Ten stations are planned with parking for 10,000 cars and the railway itself is being laid to European Standard (1435mm) gauge using continuously welded rail and concrete sleepers. In the tunnels, low vibration concrete slab track will be installed to minimize vibrations which could be transmitted through the soil to overlying buildings. The rails will be elastically supported throughout to reduce noise and vibration levels. Additional noise barriers will be provided where required along the route. All construction is to the highest First World standards.

Environmental management considerations enjoy a high profile on the project and all construction activities are governed by the Environmental Management Plan (EMP) with daily inspections and regular audits conducted on all the sites by trained environmental personnel. “Search and rescue” exercises to find and relocate rare and endangered fauna and flora from the rail reserve have been carried out from the start of the project, which includes water treatment installations to pre-treat ground water pumped from the tunnels before release into the local watercourses. Re-cycling of rock removed from the tunnels, dust suppression and the cultivation of 5000 indigenous trees to replace those removed during construction has been a primary concern.

An independent bus feeder system has been designed and although this system will operate independently of the BRT (bus rapid transport system) run by the two major municipalities, it will interface with their timetables, and it is expected it will be running in time for the 2010 Soccer World Cup.

The estimated cost of the project will be €1.7 billion (R26bn) but it has been stated that it would have cost nearly three times as much in Europe or Australia. Negotiation of the concession contract for the Gautrain commenced in July 2005, and financial close was achieved in 2006. See www.gautrain.co.za and www.bombela.co.za

The vehicles supplied by Bombardier are based on the tried and tested Electrostar train-sets already in service in the UK, which will be formed into four-car sets carrying about 450 passengers per train running at up to 160km/h (100mph). A central control hub located in Midrand (half-way between Johannesburg and Pretoria) for the monitoring and control of all train movements as well as the bus feeder system and key station and tunnel equipment is already in operation.

Safety standards range from passenger safety to every aspect of the engineering, including independent braking systems on each wheel-set as well as computer controlled acceleration. This is interpreted by Bombardier’s CITYFLO 250 system, a fixed block signalling system based on ‘distance and go’ principles, which transmits vital information to the automatic train protection (ATP) system, including the weight of each carriage as well as the acceleration and braking forces to be applied to each carriage.

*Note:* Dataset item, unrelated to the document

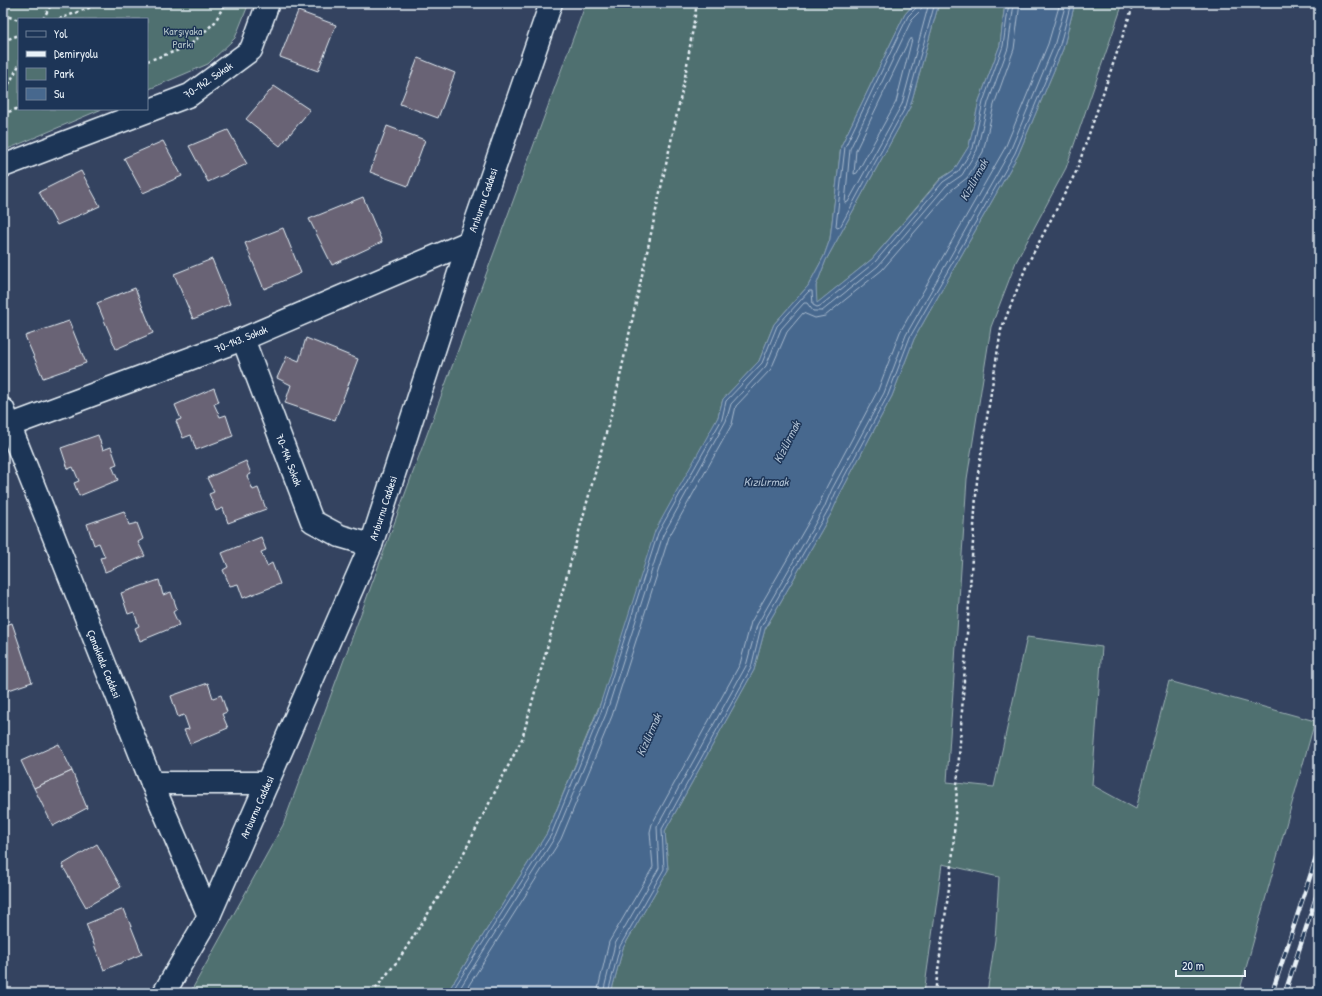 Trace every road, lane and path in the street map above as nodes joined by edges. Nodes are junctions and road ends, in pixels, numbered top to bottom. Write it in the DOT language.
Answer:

Recorded CCTV coverage of all stations and trains, as well as all key locations along the route is standard, as is a 24-hour security presence in all stations and parking areas. Comprehensive safety drills are on-going so that in the event of an incident fully trained personnel are available. With convenience and passenger comfort of paramount importance, safety standards are among the most stringent in the world, and the margin for error before tough financial penalties are applied is so tight that only three incidences per one million passengers per month is allowed.

A documentary of the building of the Gautrain will form part of a forthcoming "Mega Structures" television series on satellite tv - the crew are filming at the moment – which will show that this South African engineering achievement is on a par with similar mega-structures anywhere in the world.